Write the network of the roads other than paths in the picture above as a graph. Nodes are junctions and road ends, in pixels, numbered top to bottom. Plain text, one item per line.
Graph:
---
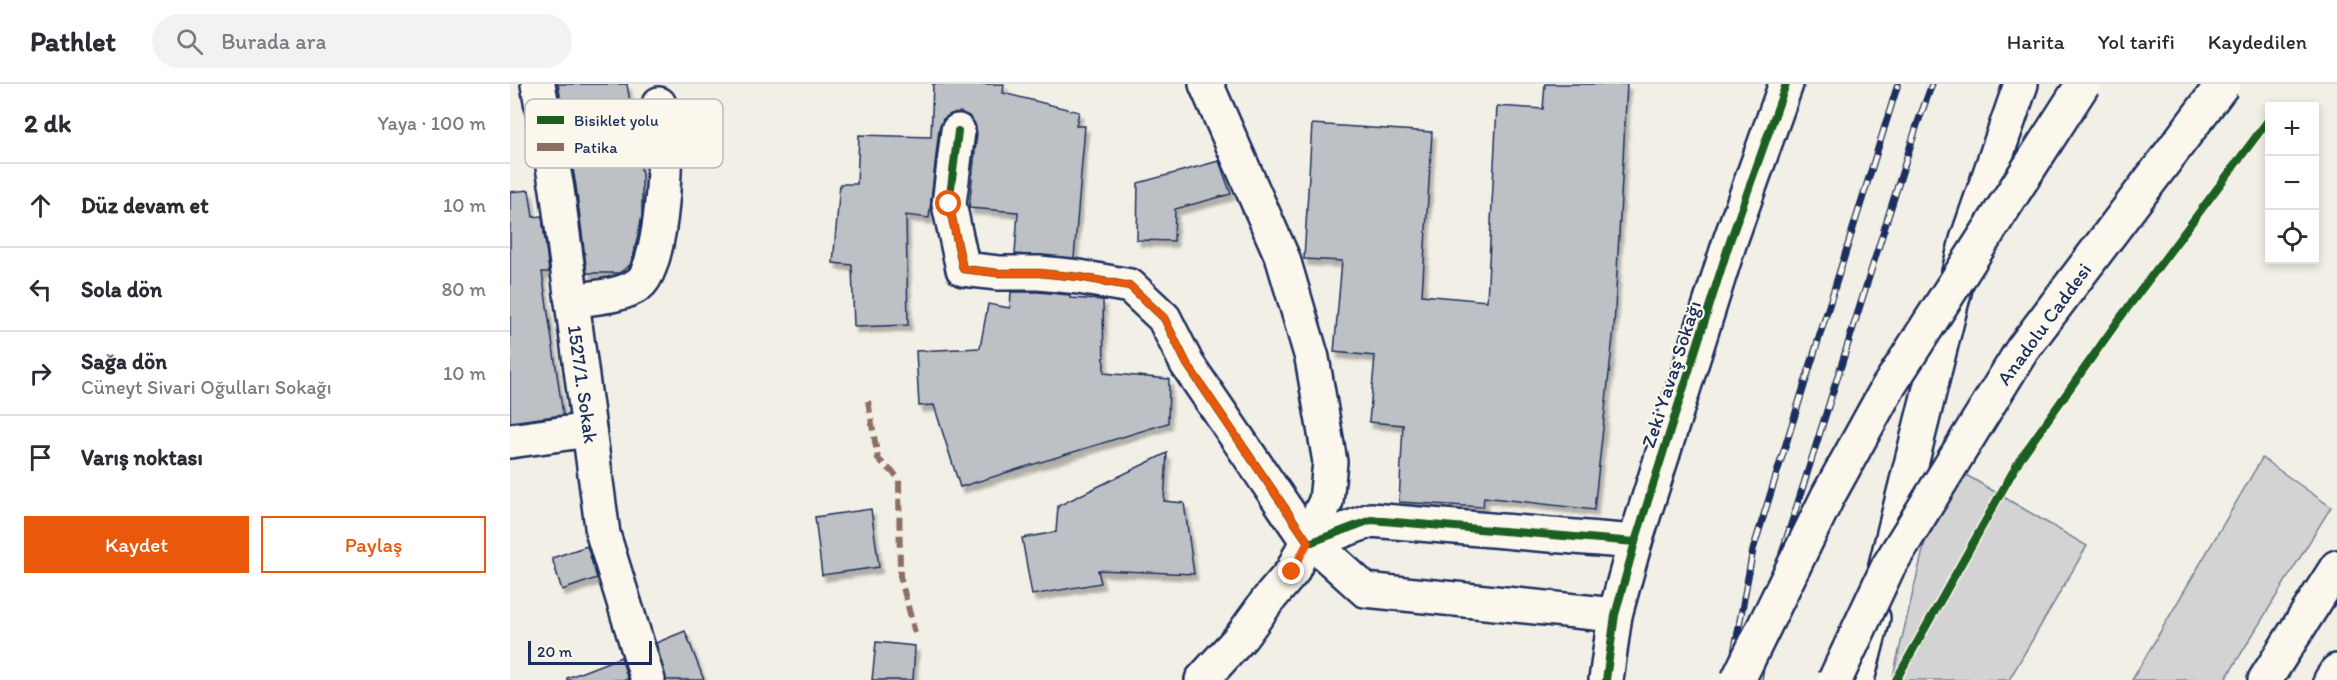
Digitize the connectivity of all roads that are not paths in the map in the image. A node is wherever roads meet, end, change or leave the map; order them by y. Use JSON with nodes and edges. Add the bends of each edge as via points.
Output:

## ASSIGNMENT
Considering the records above, count the lines where the string "paths" occurs and return that number alone.

## EXERCISE SOLUTION
2